FIGS. 7A and 7B illustrate devices according to one or more example embodiments. For example, FIG. 7A illustrates a gate-all-around field effect transistor (GAAFET) 50a including nanowires. For example, FIG. 7B illustrates a GAAFET including nanosheets, e.g., a multi-bridge channel field effect transistor (MBCFET) 50b. For convenience of illustration, FIGS. 7A and 7B illustrate that one of two source/drain regions is removed.

Referring to FIG. 7A, the GAAFET 50a may include active patterns, for example, nanowires, extending in the first direction X and apart from each other in the vertical direction Z and a gate line G extending in the second direction Y. The nanowires may each extend in the first direction X on an active region, which is defined by device isolation films, such as shallow trench isolation (STI). A source/drain S/D may be provided on opposite sides of the gate line G, and thus the source and the drain may be apart from each other in the first direction X. An insulating film, e.g., a gate insulating film, may be provided between a channel CH and the gate line G. It is noted that a number of nanowires included in GAAFET 50a is not limited to that shown in FIG. 7A. In addition, the width of each nanowire included in the GAAFET 50a may vary according to an embodiment.

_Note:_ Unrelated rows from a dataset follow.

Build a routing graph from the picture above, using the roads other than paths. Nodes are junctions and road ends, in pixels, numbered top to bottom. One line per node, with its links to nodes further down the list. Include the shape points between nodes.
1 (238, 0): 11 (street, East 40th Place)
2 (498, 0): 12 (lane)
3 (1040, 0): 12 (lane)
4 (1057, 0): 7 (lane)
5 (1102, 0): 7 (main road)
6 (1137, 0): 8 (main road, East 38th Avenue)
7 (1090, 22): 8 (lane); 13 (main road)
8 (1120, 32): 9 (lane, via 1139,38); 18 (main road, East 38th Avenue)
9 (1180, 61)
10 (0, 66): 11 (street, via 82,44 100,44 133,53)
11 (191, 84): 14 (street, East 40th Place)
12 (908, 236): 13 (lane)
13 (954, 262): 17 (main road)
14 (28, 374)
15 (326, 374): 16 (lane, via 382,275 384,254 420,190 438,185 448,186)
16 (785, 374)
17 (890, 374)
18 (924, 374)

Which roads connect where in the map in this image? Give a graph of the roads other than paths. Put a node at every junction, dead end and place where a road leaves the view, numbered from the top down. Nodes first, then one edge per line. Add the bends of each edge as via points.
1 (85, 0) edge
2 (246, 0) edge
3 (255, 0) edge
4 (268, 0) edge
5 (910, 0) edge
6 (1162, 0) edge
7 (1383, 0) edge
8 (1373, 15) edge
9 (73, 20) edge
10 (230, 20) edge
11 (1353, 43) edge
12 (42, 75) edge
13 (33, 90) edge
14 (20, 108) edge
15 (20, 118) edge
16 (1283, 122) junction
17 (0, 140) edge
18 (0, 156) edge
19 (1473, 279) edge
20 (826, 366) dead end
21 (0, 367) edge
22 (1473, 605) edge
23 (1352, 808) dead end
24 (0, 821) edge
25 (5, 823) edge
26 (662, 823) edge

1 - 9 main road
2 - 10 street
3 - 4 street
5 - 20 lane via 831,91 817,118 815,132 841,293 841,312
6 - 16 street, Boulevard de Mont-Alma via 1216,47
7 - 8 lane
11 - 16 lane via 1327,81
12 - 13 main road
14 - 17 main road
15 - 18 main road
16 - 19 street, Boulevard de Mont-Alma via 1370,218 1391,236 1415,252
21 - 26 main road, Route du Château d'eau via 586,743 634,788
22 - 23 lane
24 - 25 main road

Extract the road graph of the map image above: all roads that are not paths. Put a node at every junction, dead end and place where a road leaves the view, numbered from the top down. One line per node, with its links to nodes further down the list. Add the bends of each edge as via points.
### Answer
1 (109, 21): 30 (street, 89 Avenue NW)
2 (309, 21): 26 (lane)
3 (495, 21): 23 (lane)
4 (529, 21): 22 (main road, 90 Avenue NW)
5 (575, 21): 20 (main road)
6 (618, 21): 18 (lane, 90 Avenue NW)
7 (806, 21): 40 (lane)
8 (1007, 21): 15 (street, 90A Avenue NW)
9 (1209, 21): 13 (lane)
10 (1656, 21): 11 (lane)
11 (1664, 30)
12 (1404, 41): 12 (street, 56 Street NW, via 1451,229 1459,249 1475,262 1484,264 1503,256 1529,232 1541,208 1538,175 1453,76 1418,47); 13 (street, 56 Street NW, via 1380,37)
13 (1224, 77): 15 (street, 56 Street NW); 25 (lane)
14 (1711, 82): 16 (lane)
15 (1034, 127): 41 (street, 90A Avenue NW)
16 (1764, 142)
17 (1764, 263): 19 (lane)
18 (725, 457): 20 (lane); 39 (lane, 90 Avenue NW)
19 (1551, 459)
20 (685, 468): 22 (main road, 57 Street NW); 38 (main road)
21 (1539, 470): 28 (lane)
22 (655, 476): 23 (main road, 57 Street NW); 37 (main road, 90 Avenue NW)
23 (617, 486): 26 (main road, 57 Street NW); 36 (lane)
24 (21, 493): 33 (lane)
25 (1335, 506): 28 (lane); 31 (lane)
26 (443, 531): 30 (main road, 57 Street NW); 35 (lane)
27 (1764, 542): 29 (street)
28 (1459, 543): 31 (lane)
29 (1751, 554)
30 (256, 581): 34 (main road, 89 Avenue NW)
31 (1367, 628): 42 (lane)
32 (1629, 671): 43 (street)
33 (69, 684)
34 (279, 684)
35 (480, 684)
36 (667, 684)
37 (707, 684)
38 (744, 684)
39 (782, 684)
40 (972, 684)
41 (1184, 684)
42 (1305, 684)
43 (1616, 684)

Referring to FIG. 7B, the MBCFET 50b may include active patterns, e.g., nanosheets, extending in the first direction X and apart from each other in the vertical direction Z and the gate line G extending in the second direction Y. The nanosheets may each extend in the first direction X on the active region, which is defined by device isolation films, such as STI. Nanosheets may have a relatively wide width in the second direction Y compared to nanowires. The source/drain S/D may be provided on opposite sides of the gate line G, and thus, the source and the drain may be apart from each other in the first direction X. An insulating film, e.g., a gate insulating film, may be provided between the channel CH and the gate line G. It is noted that a number of nanosheets included in the MBCFET 50b is not limited to that shown in FIG. 7B. In addition, the width of each of the nanosheets included in the MBCFET 50b may vary according to an embodiment.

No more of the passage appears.